2. Il paletto degli 80 kW (circa 108,8 CV)

La regola aurea che guida lo sgravio non guarda alla marca, al blasone o al valore commerciale dell’auto, ma unicamente al parametro tecnico della potenza massima (indicato al campo P.2 della carta di circolazione). Tutto ciò che supera la soglia degli 80 kW continuerà  a pagare il bollo regolarmente. L’agevolazione taglia fuori le auto di cilindrata medio-alta, i SUV di grandi dimensioni e le vetture sportive, concentrandosi esclusivamente sulle utilitarie e sulle city car.

3. La stretta del “Multi-possesso”

Attenzione a pensare a una detassazione di massa del parco auto familiare. La norma prevede che l’esenzione sia fruibile una sola volta per contribuente. Chi possiede più veicoli sotto gli 80 kW non azzererà  la tassa su tutta la flotta: l’esenzione si applicherà  d’ufficio a un solo mezzo (nello specifico, a quello fiscalmente meno conveniente o con minor potenza), mentre sugli altri si continuerà  a versare l’imposta.

4. Il nodo dei bilanci regionali e l’effetto “Spot”

Il bollo rappresenta storicamente una delle principali entrate autonome per le casse delle Regioni. Un intervento di questa portata richiede una copertura finanziaria statale imponente per compensare i mancati introiti. Trattandosi di un provvedimento circoscritto al solo anno 2027, dal 2028 il sistema rischia di fare un salto indietro, salvo improbabili proroghe strutturali.

Quali “Marche” saranno esentate nel 2027?

La risposta breve è che nessuna marca sarà  interamente esentata. Nel linguaggio del fisco non esistono sconti basati sul brand o sul logo stampato sul cofano.

L’esenzione riguarda esclusivamente specifici modelli e motorizzazioni d’ingresso di qualsiasi costruttore, purché rientrino rigorosamente nel limite tecnico degli 80 kW. Vediamo come si traducono i paletti della norma sulle gamme dei principali marchi presenti sul mercato:

  • Fiat / Stellantis: L’esenzione riguarderà  le versioni d’attacco e le utilitarie sotto gli 80 kW, come la Fiat Pandina (es. il motore 1.0 Hybrid da circa 52 kW) e le varianti base delle city car o delle piccole ibride d’ingresso del gruppo, restando preclusa ai modelli più potenti o ai crossover di segmento superiore.
  • Dacia: Interamente sgravate le versioni d’accesso della Dacia Sandero (Streetway) o della Dacia Jogger dotate di motorizzazioni base a basse prestazioni.
  • Toyota / Suzuki: L’agevolazione premierà  le city car e le utilitarie ibride tradizionali che non superano la soglia (come le versioni base della Toyota Yaris o della Suzuki Swift Hybrid), mentre resteranno tassate le varianti più prestazionali o i crossover compatti (come la Yaris Cross over 85 kW).
  • Gruppo Volkswagen (VW, Seat, Skoda): Fuori dai giochi i modelli medi e sportivi; l’esenzione toccherà  unicamente le varianti meno potenti di Volkswagen Polo e Seat Ibiza (attorno ai 59-70 kW).
  • Altre utilitarie (Renault Clio, Peugeot 208, Citroen C3, Hyundai i10/i20, Kia Picanto): Rientreranno nel perimetro d’esenzione solo le varianti base a benzina o mild-hybrid con potenza inferiore a 80 kW.

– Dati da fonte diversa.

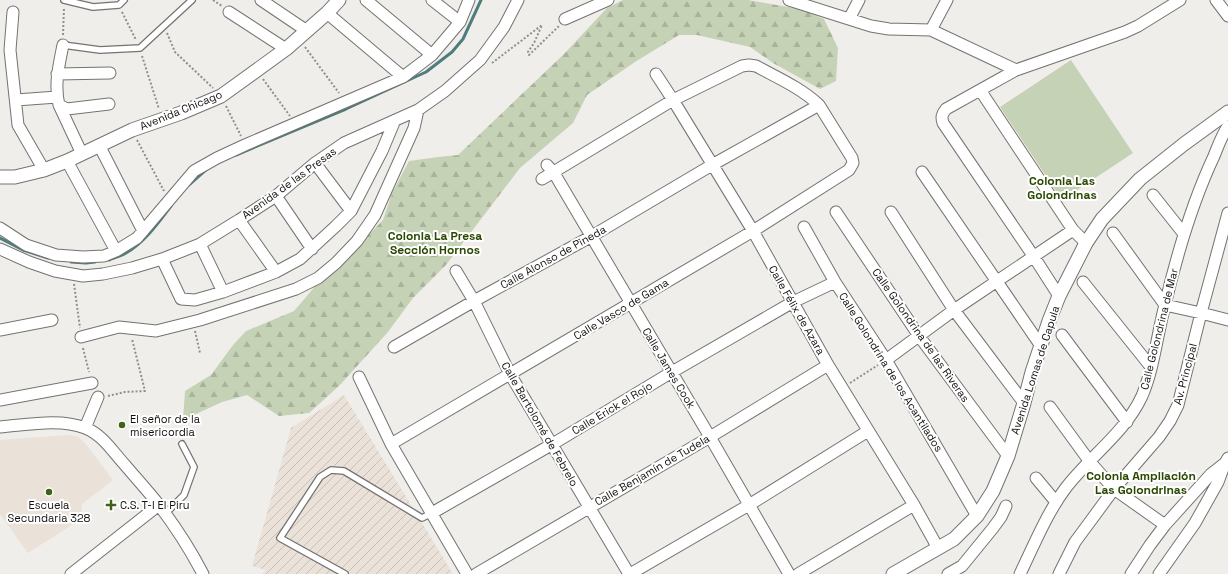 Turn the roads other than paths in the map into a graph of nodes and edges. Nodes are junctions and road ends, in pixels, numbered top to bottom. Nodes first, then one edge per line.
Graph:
1 (64, 0) edge
2 (124, 0) edge
3 (192, 0) edge
4 (260, 0) edge
5 (338, 0) edge
6 (366, 0) edge
7 (432, 0) edge
8 (469, 0) edge
9 (518, 0) edge
10 (608, 0) edge
11 (789, 0) edge
12 (859, 0) edge
13 (947, 0) edge
14 (1180, 0) edge
15 (1216, 0) edge
16 (13, 12) dead end
17 (230, 12) dead end
18 (328, 13) junction
19 (1228, 16) edge
20 (849, 18) junction
21 (565, 19) road end
22 (460, 22) junction
23 (931, 30) junction
24 (303, 34) junction
25 (63, 45) joint
26 (286, 48) junction
27 (432, 55) junction
28 (1016, 70) junction
29 (110, 72) dead end
30 (57, 74) junction
31 (656, 74) dead end
32 (403, 77) junction
33 (980, 90) junction
34 (16, 100) junction
35 (673, 100) junction
36 (58, 101) junction
37 (109, 104) dead end
38 (818, 105) junction
39 (418, 110) junction
40 (1228, 112) edge
41 (396, 120) junction
42 (1228, 126) edge
43 (99, 145) junction
44 (82, 154) junction
45 (67, 161) junction
46 (315, 163) junction
47 (712, 165) junction
48 (551, 169) junction
49 (44, 170) junction
50 (922, 172) dead end
51 (0, 177) edge
52 (542, 179) dead end
53 (1153, 195) dead end
54 (276, 196) junction
55 (350, 211) junction
56 (836, 212) dead end
57 (891, 212) dead end
58 (1228, 213) edge
59 (239, 220) junction
60 (804, 227) dead end
61 (0, 228) edge
62 (1073, 230) junction
63 (143, 231) junction
64 (752, 231) junction
65 (1113, 233) dead end
66 (1184, 234) junction
67 (592, 236) junction
68 (1086, 243) junction
69 (200, 244) junction
70 (0, 249) edge
71 (312, 249) junction
72 (116, 251) junction
73 (1034, 257) junction
74 (162, 259) junction
75 (456, 271) dead end
76 (276, 272) junction
77 (835, 282) junction
78 (996, 282) junction
79 (1083, 282) dead end
80 (223, 292) junction
81 (1059, 296) junction
82 (474, 301) junction
83 (793, 302) junction
84 (630, 304) junction
85 (1165, 305) junction
86 (954, 310) junction
87 (1201, 313) junction
88 (52, 320) dead end
89 (1228, 320) edge
90 (0, 330) edge
91 (1062, 335) dead end
92 (919, 336) junction
93 (81, 337) dead end
94 (1041, 346) junction
95 (394, 347) dead end
96 (886, 360) junction
97 (828, 365) junction
98 (1151, 367) junction
99 (672, 372) junction
100 (510, 374) junction
101 (359, 377) dead end
102 (92, 383) dead end
103 (98, 398) road end
104 (0, 400) edge
105 (1024, 403) junction
106 (1050, 407) dead end
107 (1127, 422) junction
108 (0, 427) edge
109 (85, 428) junction
110 (868, 431) junction
111 (710, 437) junction
112 (182, 444) dead end
113 (391, 444) junction
114 (552, 445) junction
115 (1008, 456) junction
116 (1226, 460) edge
117 (1090, 462) junction
118 (1036, 478) dead end
119 (1114, 489) junction
120 (1056, 502) junction
121 (749, 505) junction
122 (914, 505) junction
123 (1006, 506) dead end
124 (589, 507) junction
125 (162, 510) junction
126 (432, 514) junction
127 (977, 516) junction
128 (1166, 525) junction
129 (938, 548) junction
130 (963, 570) edge
131 (71, 574) edge
132 (203, 574) edge
133 (346, 574) edge
134 (467, 574) edge
135 (476, 574) edge
136 (630, 574) edge
137 (789, 574) edge
138 (798, 574) edge
139 (893, 574) edge
140 (948, 574) edge
141 (1020, 574) edge
142 (1059, 574) edge
143 (1131, 574) edge
144 (1159, 574) edge

1 - 2 lane
3 - 25 lane
4 - 24 street
5 - 18 street, Avenida Chicago
6 - 27 street
7 - 22 street
8 - 22 street
9 - 39 street, Avenida de las Presas
10 - 21 street
11 - 20 street
12 - 20 street
13 - 23 street
14 - 28 street
15 - 19 street
16 - 34 street
17 - 26 street
18 - 24 street, Avenida Chicago
18 - 32 street
20 - 23 street
22 - 27 street
23 - 28 street
24 - 26 street, Avenida Chicago
25 - 30 street
26 - 43 street, Avenida Chicago
27 - 32 street
28 - 33 street
29 - 30 street
30 - 36 street
31 - 35 street, Calle Félix de Azara
32 - 63 street
33 - 62 street
33 - 73 street
34 - 36 street
34 - 49 street
35 - 38 street
35 - 47 street, Calle Félix de Azara
35 - 48 street
36 - 37 street
36 - 44 street
38 - 47 street, Calle Alonso de Pineda
38 - 64 street, Calle Vasco de Gama
39 - 41 street, Avenida de las Presas
39 - 93 street
40 - 68 street, Avenida Lomas de Capula
41 - 46 street, Avenida de las Presas
41 - 55 street
42 - 66 street, Calle Golondrina de Mar
43 - 44 street, Avenida Chicago
43 - 63 street
44 - 45 street, Avenida Chicago
45 - 49 street, Avenida Chicago
45 - 72 street
46 - 54 street, Avenida de las Presas
46 - 55 street
47 - 64 street, Calle Félix de Azara
47 - 67 street, Calle Alonso de Pineda
48 - 52 street
48 - 67 street, Calle James Cook
49 - 51 street, Avenida Chicago
50 - 78 street
53 - 66 street
54 - 59 street, Avenida de las Presas
54 - 71 street
55 - 71 street
56 - 92 street, Calle Golondrina de las Riveras
57 - 86 street
58 - 87 street, Av. Principal
59 - 69 street, Avenida de las Presas
59 - 76 street
60 - 77 street, Calle Golondrina de los Acantilados
61 - 72 street
62 - 68 street
62 - 73 street
63 - 72 street
64 - 83 street, Calle Félix de Azara
64 - 84 street, Calle Vasco de Gama
65 - 85 street
66 - 85 street, Calle Golondrina de Mar
67 - 82 street, Calle Alonso de Pineda
67 - 84 street, Calle James Cook
68 - 81 street, Avenida Lomas de Capula
69 - 74 street, Avenida de las Presas
69 - 80 street
70 - 74 street, Avenida de las Presas
71 - 76 street
73 - 78 street
73 - 81 street
74 - 80 street
75 - 82 street, Calle Bartolomé de Febrelo
76 - 80 street
77 - 83 street, Calle Erick el Rojo
77 - 96 street, Calle Golondrina de los Acantilados
78 - 86 street
78 - 94 street
79 - 98 street
81 - 94 street, Avenida Lomas de Capula
82 - 95 street, Calle Alonso de Pineda
82 - 100 street, Calle Bartolomé de Febrelo
83 - 97 street, Calle Félix de Azara
83 - 99 street, Calle Erick el Rojo
84 - 99 street, Calle James Cook
84 - 100 street, Calle Vasco de Gama
85 - 87 street
85 - 98 street, Calle Golondrina de Mar
86 - 92 street
86 - 105 street
87 - 89 street
87 - 119 street, Av. Principal
88 - 90 street
91 - 107 street
92 - 96 street
92 - 115 street, Calle Golondrina de las Riveras
94 - 105 street, Avenida Lomas de Capula
96 - 127 street, Calle Golondrina de los Acantilados
97 - 110 street, Calle Félix de Azara
97 - 111 street, Calle Benjamín de Tudela
98 - 107 street, Calle Golondrina de Mar
99 - 111 street, Calle James Cook
99 - 114 street, Calle Erick el Rojo
100 - 113 street, Calle Vasco de Gama
100 - 114 street, Calle Bartolomé de Febrelo
101 - 113 street
102 - 104 street
103 - 109 street
105 - 115 street, Avenida Lomas de Capula
106 - 117 street
107 - 117 street, Calle Golondrina de Mar
108 - 109 street
109 - 125 street
110 - 121 street
110 - 122 street, Calle Félix de Azara
111 - 121 street, Calle James Cook
111 - 124 street, Calle Benjamín de Tudela
112 - 125 lane
113 - 126 street
114 - 124 street, Calle Bartolomé de Febrelo
114 - 126 street, Calle Erick el Rojo
115 - 127 street, Avenida Lomas de Capula
116 - 128 street
116 - 144 street
117 - 119 street
117 - 120 street, Calle Golondrina de Mar
118 - 120 street
119 - 128 street
119 - 142 street, Av. Principal
120 - 141 street, Calle Golondrina de Mar
121 - 136 street
121 - 137 street, Calle James Cook
122 - 129 street, Calle Félix de Azara
122 - 138 street
123 - 130 street
124 - 135 street, Calle Benjamín de Tudela
124 - 136 street, Calle Bartolomé de Febrelo
125 - 131 street
125 - 132 street
126 - 133 lane
126 - 134 street
127 - 129 street, Avenida Lomas de Capula
128 - 143 street
129 - 139 street, Avenida Lomas de Capula
130 - 140 street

Nota a margine: Per beneficiare dello sgravio nel 2027, i veicoli dovranno inoltre soddisfare i requisiti amministrativi standard, a partire dalla regolare copertura assicurativa RCA.

L’occhio della legge, insomma, guarda esclusivamente ai kilowatt indicati sul libretto e non al prestigio della casa madre: un taglio che premia la mobilità  cittadina e le utilitarie, lasciando intatta l’imposizione per la gran parte del parco circolante italiano.

L’illusione di un condono automobilistico si infrange contro la dura realtà dei conti pubblici: a fronte di un effimero risparmio una tantum per i proprietari di utilitarie, la vera beffa si abbatterà sui bilanci delle Regioni, privati di miliardi di euro essenziali per la spesa locale, e lascerà il fianco scoperto a una stangata di rimbalzo che, dal 2028 in poi, rischia di presentare il conto con gli interessi a tutti gli automobilisti italiani.